EXERCISE OBJECTIVE — Number of lines below with the word "dead": give it and nothing more.

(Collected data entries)
::::::

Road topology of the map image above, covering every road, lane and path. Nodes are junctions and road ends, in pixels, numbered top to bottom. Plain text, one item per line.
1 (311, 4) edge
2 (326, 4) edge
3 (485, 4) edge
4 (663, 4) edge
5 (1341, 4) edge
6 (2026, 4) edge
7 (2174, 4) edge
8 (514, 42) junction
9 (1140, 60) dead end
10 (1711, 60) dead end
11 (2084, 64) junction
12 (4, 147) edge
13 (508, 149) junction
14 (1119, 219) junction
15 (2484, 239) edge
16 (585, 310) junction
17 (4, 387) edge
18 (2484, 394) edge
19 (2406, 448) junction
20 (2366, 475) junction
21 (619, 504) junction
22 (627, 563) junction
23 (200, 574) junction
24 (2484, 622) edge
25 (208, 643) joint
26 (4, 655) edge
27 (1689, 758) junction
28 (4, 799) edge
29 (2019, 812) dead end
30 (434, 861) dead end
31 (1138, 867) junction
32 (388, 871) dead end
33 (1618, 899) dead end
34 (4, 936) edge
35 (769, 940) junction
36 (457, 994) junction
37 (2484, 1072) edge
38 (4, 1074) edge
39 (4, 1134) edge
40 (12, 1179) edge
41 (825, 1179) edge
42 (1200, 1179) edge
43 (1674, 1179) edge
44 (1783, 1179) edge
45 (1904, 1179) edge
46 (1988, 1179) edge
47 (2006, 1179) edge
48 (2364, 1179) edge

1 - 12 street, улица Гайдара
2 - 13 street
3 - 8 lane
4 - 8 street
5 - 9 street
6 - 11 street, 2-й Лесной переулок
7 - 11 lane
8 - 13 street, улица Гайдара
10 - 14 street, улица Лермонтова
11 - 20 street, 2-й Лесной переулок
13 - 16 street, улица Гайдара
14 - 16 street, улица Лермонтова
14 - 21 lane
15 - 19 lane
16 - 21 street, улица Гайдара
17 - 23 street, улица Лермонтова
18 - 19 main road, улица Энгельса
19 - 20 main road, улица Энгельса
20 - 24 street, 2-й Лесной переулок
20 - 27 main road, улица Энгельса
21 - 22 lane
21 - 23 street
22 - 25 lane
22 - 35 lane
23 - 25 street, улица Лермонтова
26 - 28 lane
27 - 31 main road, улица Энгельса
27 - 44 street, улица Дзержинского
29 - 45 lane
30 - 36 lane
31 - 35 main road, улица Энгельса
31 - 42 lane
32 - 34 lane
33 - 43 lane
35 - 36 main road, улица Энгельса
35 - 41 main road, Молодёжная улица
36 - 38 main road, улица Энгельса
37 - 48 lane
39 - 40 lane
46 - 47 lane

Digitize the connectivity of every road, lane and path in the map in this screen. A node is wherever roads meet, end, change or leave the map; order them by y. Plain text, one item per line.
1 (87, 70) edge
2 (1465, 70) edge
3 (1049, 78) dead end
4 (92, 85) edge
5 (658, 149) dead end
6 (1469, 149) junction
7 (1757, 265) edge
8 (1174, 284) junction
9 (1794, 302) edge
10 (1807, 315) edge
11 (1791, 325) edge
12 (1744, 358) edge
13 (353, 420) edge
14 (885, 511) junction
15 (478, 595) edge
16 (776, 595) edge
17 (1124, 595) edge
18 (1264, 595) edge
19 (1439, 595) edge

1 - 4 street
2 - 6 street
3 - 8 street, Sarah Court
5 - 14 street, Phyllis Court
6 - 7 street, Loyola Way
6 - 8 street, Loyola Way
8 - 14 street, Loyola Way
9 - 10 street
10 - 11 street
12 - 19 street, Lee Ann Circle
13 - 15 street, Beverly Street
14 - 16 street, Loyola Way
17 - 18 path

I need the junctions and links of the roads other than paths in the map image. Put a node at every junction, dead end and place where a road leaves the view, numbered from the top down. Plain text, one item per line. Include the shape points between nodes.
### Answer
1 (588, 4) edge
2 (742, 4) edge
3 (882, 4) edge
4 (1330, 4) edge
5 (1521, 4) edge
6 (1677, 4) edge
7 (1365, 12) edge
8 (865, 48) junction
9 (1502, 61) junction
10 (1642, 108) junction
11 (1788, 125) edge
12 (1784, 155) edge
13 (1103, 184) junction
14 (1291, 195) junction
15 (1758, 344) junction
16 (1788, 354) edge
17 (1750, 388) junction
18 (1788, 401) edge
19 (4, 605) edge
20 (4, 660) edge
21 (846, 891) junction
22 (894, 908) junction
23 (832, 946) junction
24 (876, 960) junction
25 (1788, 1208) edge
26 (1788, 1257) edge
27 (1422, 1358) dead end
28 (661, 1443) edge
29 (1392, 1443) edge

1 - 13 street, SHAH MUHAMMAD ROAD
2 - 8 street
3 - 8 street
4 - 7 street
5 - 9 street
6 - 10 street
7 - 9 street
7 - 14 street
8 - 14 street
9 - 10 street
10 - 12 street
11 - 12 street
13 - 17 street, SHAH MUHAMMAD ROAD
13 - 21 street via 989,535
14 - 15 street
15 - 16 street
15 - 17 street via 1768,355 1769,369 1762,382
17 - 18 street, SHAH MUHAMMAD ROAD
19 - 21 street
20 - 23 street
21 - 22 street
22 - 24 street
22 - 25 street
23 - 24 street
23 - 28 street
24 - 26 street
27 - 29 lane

::::::

YOUR RESPONSE — 10